**DATA RECORDS:**

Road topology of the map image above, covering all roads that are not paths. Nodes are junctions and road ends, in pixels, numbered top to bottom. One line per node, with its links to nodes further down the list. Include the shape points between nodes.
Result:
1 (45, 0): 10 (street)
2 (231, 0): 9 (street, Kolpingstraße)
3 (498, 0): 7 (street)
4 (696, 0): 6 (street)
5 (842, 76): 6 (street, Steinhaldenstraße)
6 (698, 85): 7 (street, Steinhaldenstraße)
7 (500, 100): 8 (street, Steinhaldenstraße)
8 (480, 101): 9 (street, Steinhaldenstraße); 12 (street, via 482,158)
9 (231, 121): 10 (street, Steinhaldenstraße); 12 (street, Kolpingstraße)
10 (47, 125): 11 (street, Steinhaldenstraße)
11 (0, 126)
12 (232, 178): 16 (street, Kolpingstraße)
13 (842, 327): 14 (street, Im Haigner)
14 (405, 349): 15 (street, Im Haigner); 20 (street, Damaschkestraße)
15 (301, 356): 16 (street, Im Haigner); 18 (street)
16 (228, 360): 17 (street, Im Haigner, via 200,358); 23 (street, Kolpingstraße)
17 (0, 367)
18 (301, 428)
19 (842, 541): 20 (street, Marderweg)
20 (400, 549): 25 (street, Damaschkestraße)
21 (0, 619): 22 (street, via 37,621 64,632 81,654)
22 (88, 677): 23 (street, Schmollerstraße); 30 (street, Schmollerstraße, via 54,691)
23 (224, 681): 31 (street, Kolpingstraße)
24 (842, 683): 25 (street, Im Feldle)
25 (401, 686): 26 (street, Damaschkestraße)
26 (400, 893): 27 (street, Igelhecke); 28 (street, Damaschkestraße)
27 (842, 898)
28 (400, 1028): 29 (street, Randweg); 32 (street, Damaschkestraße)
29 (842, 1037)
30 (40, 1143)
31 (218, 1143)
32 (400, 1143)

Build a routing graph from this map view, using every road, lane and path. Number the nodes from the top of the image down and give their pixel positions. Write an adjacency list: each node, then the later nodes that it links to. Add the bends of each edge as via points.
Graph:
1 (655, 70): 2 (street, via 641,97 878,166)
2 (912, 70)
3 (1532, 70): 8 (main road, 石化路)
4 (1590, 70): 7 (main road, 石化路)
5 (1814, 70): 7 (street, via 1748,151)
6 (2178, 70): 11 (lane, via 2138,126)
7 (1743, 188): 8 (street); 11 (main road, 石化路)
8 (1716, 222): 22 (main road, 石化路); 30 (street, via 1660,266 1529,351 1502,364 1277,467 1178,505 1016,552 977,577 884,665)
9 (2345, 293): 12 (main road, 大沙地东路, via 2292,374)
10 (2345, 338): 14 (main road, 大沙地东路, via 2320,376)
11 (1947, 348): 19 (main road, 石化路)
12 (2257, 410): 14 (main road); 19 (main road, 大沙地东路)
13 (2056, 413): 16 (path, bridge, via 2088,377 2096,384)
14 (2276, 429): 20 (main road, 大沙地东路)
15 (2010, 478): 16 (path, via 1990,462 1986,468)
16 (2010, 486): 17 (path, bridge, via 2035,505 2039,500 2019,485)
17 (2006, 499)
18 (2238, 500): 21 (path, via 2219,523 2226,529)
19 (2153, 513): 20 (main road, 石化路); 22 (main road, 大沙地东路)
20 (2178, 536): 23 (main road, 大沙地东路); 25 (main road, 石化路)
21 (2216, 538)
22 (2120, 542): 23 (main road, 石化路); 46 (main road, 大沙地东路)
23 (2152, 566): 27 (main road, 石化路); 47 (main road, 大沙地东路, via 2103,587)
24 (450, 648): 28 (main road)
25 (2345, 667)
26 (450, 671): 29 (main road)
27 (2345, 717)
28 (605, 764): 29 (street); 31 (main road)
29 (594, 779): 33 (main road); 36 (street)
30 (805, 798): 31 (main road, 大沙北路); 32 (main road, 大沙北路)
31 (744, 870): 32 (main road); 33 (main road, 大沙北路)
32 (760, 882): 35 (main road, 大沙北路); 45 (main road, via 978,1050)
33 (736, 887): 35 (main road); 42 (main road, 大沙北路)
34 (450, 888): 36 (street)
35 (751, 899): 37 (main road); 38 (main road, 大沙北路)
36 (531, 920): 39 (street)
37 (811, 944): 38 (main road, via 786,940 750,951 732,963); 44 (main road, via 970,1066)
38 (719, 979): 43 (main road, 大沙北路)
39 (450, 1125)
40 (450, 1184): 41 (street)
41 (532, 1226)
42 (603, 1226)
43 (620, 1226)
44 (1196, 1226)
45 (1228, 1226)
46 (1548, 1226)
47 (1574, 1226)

**WHAT IS BEING ASKED:** Could you print all of the entries again exactly as they stand?

**EXERCISE RESPONSE:**
Road topology of the map image above, covering all roads that are not paths. Nodes are junctions and road ends, in pixels, numbered top to bottom. One line per node, with its links to nodes further down the list. Include the shape points between nodes.
Result:
1 (45, 0): 10 (street)
2 (231, 0): 9 (street, Kolpingstraße)
3 (498, 0): 7 (street)
4 (696, 0): 6 (street)
5 (842, 76): 6 (street, Steinhaldenstraße)
6 (698, 85): 7 (street, Steinhaldenstraße)
7 (500, 100): 8 (street, Steinhaldenstraße)
8 (480, 101): 9 (street, Steinhaldenstraße); 12 (street, via 482,158)
9 (231, 121): 10 (street, Steinhaldenstraße); 12 (street, Kolpingstraße)
10 (47, 125): 11 (street, Steinhaldenstraße)
11 (0, 126)
12 (232, 178): 16 (street, Kolpingstraße)
13 (842, 327): 14 (street, Im Haigner)
14 (405, 349): 15 (street, Im Haigner); 20 (street, Damaschkestraße)
15 (301, 356): 16 (street, Im Haigner); 18 (street)
16 (228, 360): 17 (street, Im Haigner, via 200,358); 23 (street, Kolpingstraße)
17 (0, 367)
18 (301, 428)
19 (842, 541): 20 (street, Marderweg)
20 (400, 549): 25 (street, Damaschkestraße)
21 (0, 619): 22 (street, via 37,621 64,632 81,654)
22 (88, 677): 23 (street, Schmollerstraße); 30 (street, Schmollerstraße, via 54,691)
23 (224, 681): 31 (street, Kolpingstraße)
24 (842, 683): 25 (street, Im Feldle)
25 (401, 686): 26 (street, Damaschkestraße)
26 (400, 893): 27 (street, Igelhecke); 28 (street, Damaschkestraße)
27 (842, 898)
28 (400, 1028): 29 (street, Randweg); 32 (street, Damaschkestraße)
29 (842, 1037)
30 (40, 1143)
31 (218, 1143)
32 (400, 1143)

Build a routing graph from this map view, using every road, lane and path. Number the nodes from the top of the image down and give their pixel positions. Write an adjacency list: each node, then the later nodes that it links to. Add the bends of each edge as via points.
Graph:
1 (655, 70): 2 (street, via 641,97 878,166)
2 (912, 70)
3 (1532, 70): 8 (main road, 石化路)
4 (1590, 70): 7 (main road, 石化路)
5 (1814, 70): 7 (street, via 1748,151)
6 (2178, 70): 11 (lane, via 2138,126)
7 (1743, 188): 8 (street); 11 (main road, 石化路)
8 (1716, 222): 22 (main road, 石化路); 30 (street, via 1660,266 1529,351 1502,364 1277,467 1178,505 1016,552 977,577 884,665)
9 (2345, 293): 12 (main road, 大沙地东路, via 2292,374)
10 (2345, 338): 14 (main road, 大沙地东路, via 2320,376)
11 (1947, 348): 19 (main road, 石化路)
12 (2257, 410): 14 (main road); 19 (main road, 大沙地东路)
13 (2056, 413): 16 (path, bridge, via 2088,377 2096,384)
14 (2276, 429): 20 (main road, 大沙地东路)
15 (2010, 478): 16 (path, via 1990,462 1986,468)
16 (2010, 486): 17 (path, bridge, via 2035,505 2039,500 2019,485)
17 (2006, 499)
18 (2238, 500): 21 (path, via 2219,523 2226,529)
19 (2153, 513): 20 (main road, 石化路); 22 (main road, 大沙地东路)
20 (2178, 536): 23 (main road, 大沙地东路); 25 (main road, 石化路)
21 (2216, 538)
22 (2120, 542): 23 (main road, 石化路); 46 (main road, 大沙地东路)
23 (2152, 566): 27 (main road, 石化路); 47 (main road, 大沙地东路, via 2103,587)
24 (450, 648): 28 (main road)
25 (2345, 667)
26 (450, 671): 29 (main road)
27 (2345, 717)
28 (605, 764): 29 (street); 31 (main road)
29 (594, 779): 33 (main road); 36 (street)
30 (805, 798): 31 (main road, 大沙北路); 32 (main road, 大沙北路)
31 (744, 870): 32 (main road); 33 (main road, 大沙北路)
32 (760, 882): 35 (main road, 大沙北路); 45 (main road, via 978,1050)
33 (736, 887): 35 (main road); 42 (main road, 大沙北路)
34 (450, 888): 36 (street)
35 (751, 899): 37 (main road); 38 (main road, 大沙北路)
36 (531, 920): 39 (street)
37 (811, 944): 38 (main road, via 786,940 750,951 732,963); 44 (main road, via 970,1066)
38 (719, 979): 43 (main road, 大沙北路)
39 (450, 1125)
40 (450, 1184): 41 (street)
41 (532, 1226)
42 (603, 1226)
43 (620, 1226)
44 (1196, 1226)
45 (1228, 1226)
46 (1548, 1226)
47 (1574, 1226)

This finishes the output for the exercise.